(Try it) Copy out each line in the material below that has the word "positions".
* * *
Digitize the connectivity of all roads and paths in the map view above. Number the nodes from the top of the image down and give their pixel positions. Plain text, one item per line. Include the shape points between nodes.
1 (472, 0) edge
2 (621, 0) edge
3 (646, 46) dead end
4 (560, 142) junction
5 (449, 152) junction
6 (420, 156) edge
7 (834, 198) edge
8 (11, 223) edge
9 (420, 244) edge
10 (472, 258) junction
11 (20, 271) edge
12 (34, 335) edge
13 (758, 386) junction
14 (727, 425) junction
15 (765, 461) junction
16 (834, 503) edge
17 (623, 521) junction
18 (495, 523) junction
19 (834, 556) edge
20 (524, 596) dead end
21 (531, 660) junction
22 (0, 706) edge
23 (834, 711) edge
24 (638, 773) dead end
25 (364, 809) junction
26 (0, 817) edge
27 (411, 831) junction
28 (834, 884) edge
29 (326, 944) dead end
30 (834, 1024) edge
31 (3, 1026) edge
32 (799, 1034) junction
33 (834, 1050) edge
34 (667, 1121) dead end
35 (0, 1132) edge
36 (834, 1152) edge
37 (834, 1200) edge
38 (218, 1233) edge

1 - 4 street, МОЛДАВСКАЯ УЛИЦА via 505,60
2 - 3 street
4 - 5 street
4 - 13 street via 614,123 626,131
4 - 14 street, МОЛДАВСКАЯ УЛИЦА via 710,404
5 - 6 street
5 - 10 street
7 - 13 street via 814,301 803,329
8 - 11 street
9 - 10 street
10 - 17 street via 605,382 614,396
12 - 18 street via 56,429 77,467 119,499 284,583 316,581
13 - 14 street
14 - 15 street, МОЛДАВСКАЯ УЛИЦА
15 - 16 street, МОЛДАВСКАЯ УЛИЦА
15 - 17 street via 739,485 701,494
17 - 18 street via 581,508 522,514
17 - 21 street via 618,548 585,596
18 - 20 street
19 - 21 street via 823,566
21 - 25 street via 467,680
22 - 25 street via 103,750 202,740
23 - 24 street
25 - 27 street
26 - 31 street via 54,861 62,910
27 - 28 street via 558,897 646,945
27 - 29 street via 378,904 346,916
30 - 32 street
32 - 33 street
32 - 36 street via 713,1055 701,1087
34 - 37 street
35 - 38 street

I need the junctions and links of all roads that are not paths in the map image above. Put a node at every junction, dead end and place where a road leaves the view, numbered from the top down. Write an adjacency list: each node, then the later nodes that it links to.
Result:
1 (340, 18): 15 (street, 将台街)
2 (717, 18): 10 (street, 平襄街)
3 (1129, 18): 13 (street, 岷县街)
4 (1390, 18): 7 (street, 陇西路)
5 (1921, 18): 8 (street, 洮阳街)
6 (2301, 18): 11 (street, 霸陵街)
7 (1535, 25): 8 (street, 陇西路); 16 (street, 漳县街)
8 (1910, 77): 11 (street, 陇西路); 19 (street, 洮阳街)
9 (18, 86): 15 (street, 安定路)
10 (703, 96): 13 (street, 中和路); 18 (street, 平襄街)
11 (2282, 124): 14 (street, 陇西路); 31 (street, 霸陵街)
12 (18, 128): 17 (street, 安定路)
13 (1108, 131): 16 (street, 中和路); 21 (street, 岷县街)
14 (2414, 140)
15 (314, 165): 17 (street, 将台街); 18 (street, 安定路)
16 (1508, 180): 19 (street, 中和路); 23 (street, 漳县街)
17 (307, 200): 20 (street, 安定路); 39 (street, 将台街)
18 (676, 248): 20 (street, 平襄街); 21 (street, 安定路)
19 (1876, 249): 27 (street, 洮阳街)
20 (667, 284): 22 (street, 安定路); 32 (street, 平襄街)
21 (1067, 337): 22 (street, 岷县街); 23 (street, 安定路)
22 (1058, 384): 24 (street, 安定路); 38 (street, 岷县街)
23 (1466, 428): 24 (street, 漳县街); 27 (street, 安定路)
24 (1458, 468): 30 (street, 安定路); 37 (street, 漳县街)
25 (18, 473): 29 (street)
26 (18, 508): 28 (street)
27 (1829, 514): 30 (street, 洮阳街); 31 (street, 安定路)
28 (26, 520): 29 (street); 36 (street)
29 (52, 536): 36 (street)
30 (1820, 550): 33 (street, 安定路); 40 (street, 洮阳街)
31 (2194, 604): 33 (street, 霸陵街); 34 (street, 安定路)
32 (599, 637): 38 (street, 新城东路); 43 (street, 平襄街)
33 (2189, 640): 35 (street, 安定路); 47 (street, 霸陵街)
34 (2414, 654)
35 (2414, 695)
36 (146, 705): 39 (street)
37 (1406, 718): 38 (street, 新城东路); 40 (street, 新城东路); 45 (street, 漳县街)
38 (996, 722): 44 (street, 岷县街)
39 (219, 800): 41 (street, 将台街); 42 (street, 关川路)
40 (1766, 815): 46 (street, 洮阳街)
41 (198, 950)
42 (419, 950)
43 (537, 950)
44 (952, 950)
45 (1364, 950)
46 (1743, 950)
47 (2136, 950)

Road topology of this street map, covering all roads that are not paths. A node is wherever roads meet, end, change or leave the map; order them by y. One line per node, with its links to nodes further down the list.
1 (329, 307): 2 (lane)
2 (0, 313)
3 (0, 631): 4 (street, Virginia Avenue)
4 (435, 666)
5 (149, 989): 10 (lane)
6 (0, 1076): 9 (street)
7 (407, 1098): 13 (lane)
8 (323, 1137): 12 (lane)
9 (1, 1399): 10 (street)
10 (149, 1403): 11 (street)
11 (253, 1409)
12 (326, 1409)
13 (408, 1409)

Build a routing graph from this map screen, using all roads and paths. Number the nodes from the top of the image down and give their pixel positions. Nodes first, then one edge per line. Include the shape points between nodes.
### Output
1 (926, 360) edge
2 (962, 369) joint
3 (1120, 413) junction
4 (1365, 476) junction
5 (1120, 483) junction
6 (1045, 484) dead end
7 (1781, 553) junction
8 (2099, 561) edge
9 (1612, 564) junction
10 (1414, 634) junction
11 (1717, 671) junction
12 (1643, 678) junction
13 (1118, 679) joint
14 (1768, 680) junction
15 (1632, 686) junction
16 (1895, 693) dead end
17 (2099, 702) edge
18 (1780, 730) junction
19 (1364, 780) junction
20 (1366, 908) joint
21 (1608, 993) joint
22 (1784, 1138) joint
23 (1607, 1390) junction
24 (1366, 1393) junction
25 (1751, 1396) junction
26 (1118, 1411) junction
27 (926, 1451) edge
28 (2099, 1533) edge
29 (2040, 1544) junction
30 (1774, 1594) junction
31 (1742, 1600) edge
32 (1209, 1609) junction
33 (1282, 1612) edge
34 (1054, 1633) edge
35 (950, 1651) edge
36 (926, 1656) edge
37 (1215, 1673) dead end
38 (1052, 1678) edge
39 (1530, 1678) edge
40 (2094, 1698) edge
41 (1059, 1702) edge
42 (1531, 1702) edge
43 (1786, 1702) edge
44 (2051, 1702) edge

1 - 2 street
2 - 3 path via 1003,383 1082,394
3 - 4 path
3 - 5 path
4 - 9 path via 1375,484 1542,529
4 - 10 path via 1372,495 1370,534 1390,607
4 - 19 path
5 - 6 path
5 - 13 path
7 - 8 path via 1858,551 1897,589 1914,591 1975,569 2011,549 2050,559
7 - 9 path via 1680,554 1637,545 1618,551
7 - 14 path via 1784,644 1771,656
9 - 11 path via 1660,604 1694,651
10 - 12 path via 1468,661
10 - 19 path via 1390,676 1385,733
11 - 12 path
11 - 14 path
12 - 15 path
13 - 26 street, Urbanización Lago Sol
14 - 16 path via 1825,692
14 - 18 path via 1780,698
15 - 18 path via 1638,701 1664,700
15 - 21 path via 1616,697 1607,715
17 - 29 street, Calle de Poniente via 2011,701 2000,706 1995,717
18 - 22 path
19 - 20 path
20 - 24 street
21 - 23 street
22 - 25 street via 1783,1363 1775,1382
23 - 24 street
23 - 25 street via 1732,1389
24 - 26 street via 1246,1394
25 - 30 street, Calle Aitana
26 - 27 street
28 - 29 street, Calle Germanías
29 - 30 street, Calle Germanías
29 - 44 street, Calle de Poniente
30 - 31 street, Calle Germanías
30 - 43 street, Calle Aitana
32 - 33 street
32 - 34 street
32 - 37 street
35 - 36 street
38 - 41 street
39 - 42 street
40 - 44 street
* * *
(Your response)
Digitize the connectivity of all roads and paths in the map view above. Number the nodes from the top of the image down and give their pixel positions. Plain text, one item per line. Include the shape points between nodes.
Build a routing graph from this map screen, using all roads and paths. Number the nodes from the top of the image down and give their pixel positions. Nodes first, then one edge per line. Include the shape points between nodes.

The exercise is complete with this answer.